Robbie Carlton wrote:
> code as data is what makes lisp macros so powerful.
>
> In a c macro you have the power of a little macro language to
> manipulate strings, in a lisp macro you have the power of lisp
> language to manipulate lisp data structures. I'll elaborate.
>
> When the compiler sees a call to a macro it passes all of the
> arguments to the macro, before evaluating.
> so in a call like
>
> (dotimes (i 10)
> (do-some-crazy-thing)
> (print i))
>
> the macro dotimes is passed the list (i 10) and the list
> ((do-some-crazy-thing) (print i))
> the macro can then operate on them as data, using the full power of
> lisp. At the end of all this, the macro returns another piece of
> data, a list, which is then interpreted as a lisp form, code, and
> evaluated.
>
> If lisp code wasn't the same as lisp data, macros would be a lot less
> powerful as you would have to have two languages, one for
> manipulating lisp data, and another for manipulating lisp code (this
> is what you get in c).
>
> Hope this helps. Sorry the example isn't very enlightening, it's
> difficult to illustrate the power of macros in (< 500 words) as
> they're very complicated.
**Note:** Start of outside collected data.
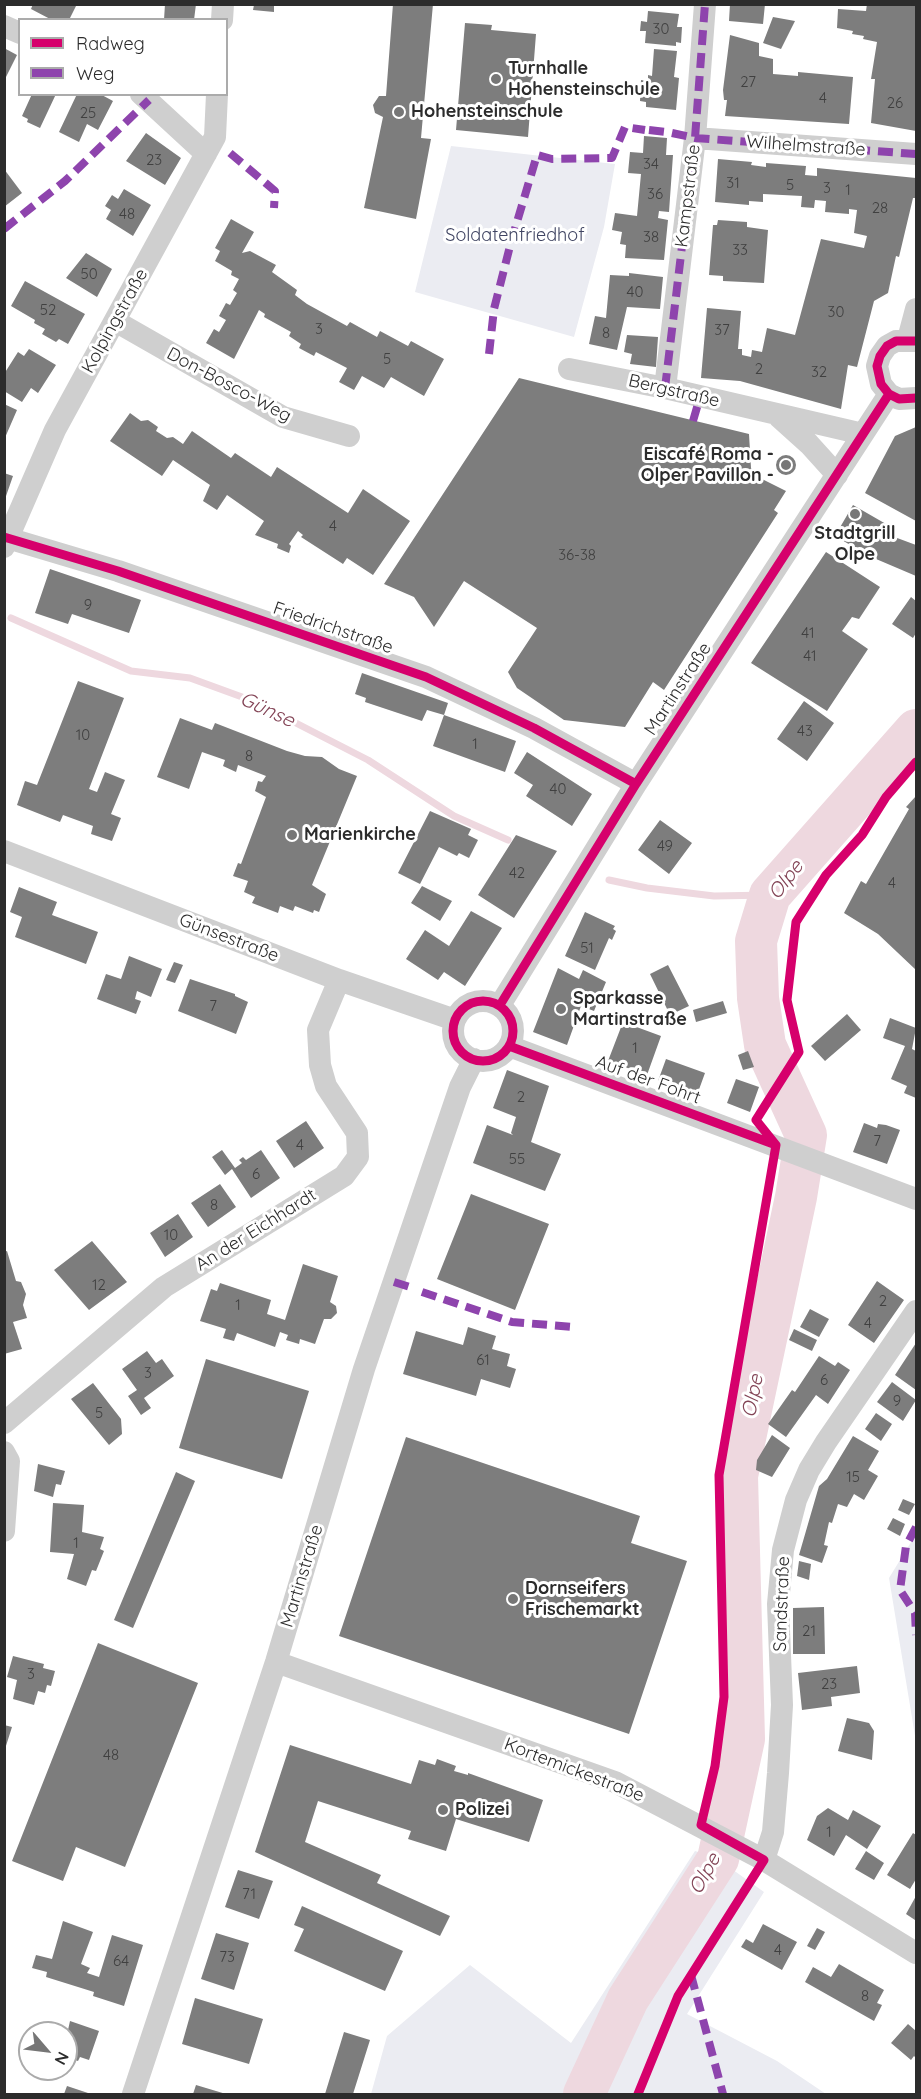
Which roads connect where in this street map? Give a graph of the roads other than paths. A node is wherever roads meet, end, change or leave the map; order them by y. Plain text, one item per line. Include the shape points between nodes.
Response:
1 (705, 4) edge
2 (4, 26) edge
3 (18, 32) edge
4 (143, 96) edge
5 (217, 96) edge
6 (695, 138) junction
7 (206, 154) junction
8 (916, 154) edge
9 (916, 309) edge
10 (115, 321) junction
11 (912, 340) edge
12 (569, 369) dead end
13 (665, 388) junction
14 (889, 394) junction
15 (916, 398) edge
16 (778, 416) junction
17 (863, 434) junction
18 (349, 436) dead end
19 (837, 475) junction
20 (6, 541) edge
21 (636, 784) junction
22 (4, 850) edge
23 (339, 980) junction
24 (500, 1005) junction
25 (455, 1020) junction
26 (509, 1046) junction
27 (474, 1059) junction
28 (916, 1199) edge
29 (916, 1311) edge
30 (4, 1424) edge
31 (4, 1452) edge
32 (4, 1531) edge
33 (276, 1662) junction
34 (764, 1860) junction
35 (916, 1953) edge
36 (133, 2094) edge

1 - 6 street, Kampstraße
2 - 3 street
4 - 7 street
5 - 7 street, Kolpingstraße via 215,137
6 - 8 street, Wilhelmstraße
6 - 13 street, Kampstraße
7 - 10 street, Kolpingstraße
9 - 11 street
10 - 18 street, Don-Bosco-Weg via 283,417
10 - 20 street, Kolpingstraße via 55,430
11 - 14 street via 896,341 880,356 877,374
12 - 13 street, Bergstraße
13 - 16 street, Bergstraße
14 - 15 street via 899,399
14 - 17 street, Martinstraße
16 - 17 street, Bergstraße
16 - 19 street, Bergstraße
17 - 19 street, Martinstraße
19 - 21 street, Martinstraße
20 - 21 street, Friedrichstraße via 118,571 426,677 534,728
21 - 24 street, Martinstraße
22 - 23 street, Günsestraße
23 - 25 street, Günsestraße
23 - 30 street, An der Eichhardt via 318,1030 326,1086 357,1133 358,1157 344,1176 164,1287
24 - 25 street via 483,1000 474,1002
24 - 26 street via 511,1019 513,1037
25 - 27 street via 456,1044
26 - 27 street via 498,1057
26 - 28 street, Auf der Fohrt
27 - 33 street, Martinstraße via 460,1087 364,1369
29 - 34 street, Sandstraße via 826,1442 796,1500 783,1550 778,1604 782,1705 773,1832
31 - 32 street via 9,1461
33 - 34 street, Kortemickestraße via 615,1782
33 - 36 street, Martinstraße
34 - 35 street, Kortemickestraße

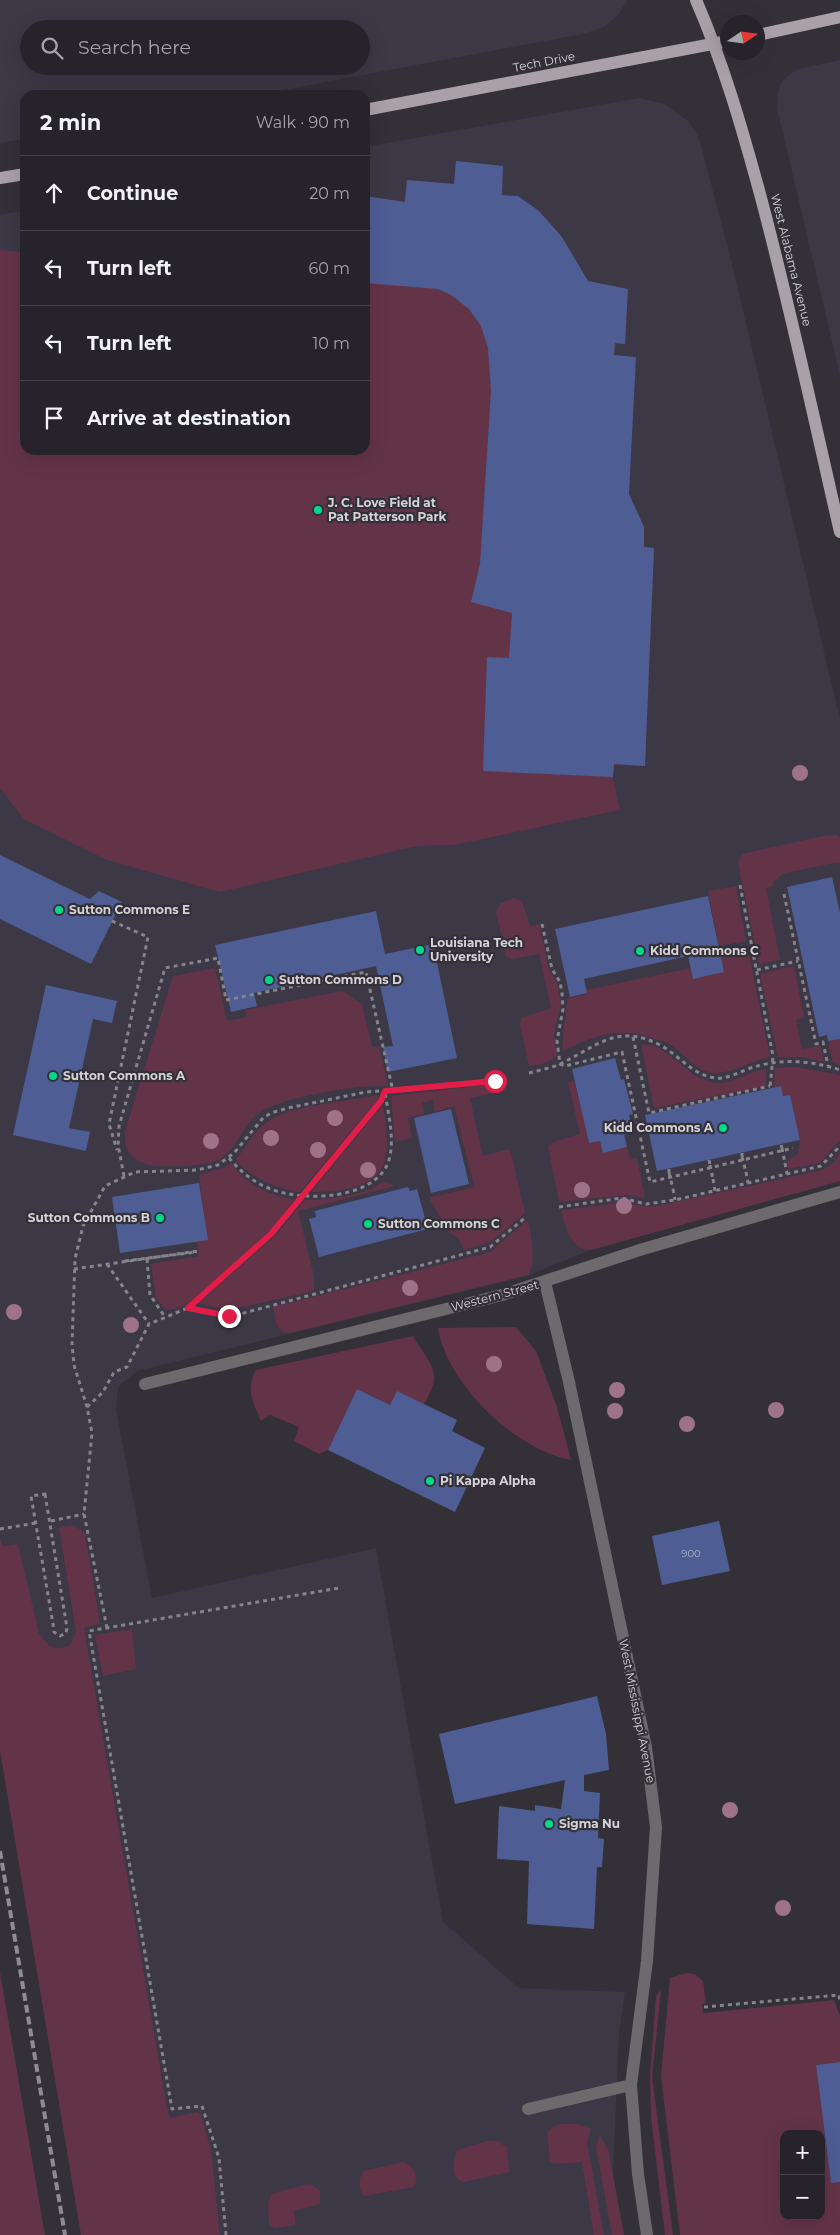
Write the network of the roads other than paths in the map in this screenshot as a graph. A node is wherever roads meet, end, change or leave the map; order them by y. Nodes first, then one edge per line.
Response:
1 (696, 0) edge
2 (840, 18) edge
3 (765, 34) edge
4 (720, 40) edge
5 (720, 42) edge
6 (726, 60) edge
7 (370, 109) edge
8 (20, 175) edge
9 (0, 178) edge
10 (840, 532) edge
11 (840, 1192) edge
12 (545, 1282) junction
13 (145, 1384) dead end
14 (631, 2085) junction
15 (528, 2109) dead end
16 (647, 2235) edge

1 - 4 main road, West Alabama Avenue
2 - 3 main road
5 - 7 main road, Tech Drive
6 - 10 main road, West Alabama Avenue
8 - 9 main road
11 - 12 street, Western Street
12 - 13 street, Western Street
12 - 14 street, West Mississippi Avenue
14 - 15 street
14 - 16 street, West Mississippi Avenue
If you'd like to know more* ... learn lisp
> :)

I'm by no means a Lisp expert (rather beginner) but this matches my
understanding of Lisp macros pretty well.  Maybe you can add to that that
a Lisp macro invocation looks exactly like a function invocation which at
the same time integrates it seamlessly into the language and makes it
harder to read / learn Lisp.

Maybe I missed something in the discussion but I still wonder what would
be gained by having Lisp macro like capabilities in Ruby (apart from the
fun that it'd certainly be for some of us)?  Do we actually gain
something?  Is there something that we cannot do in Ruby without this
feature and that will become utterly easy with it?  Don't get me wrong, I
don't want to put this down - I'm just wondering about the benefits.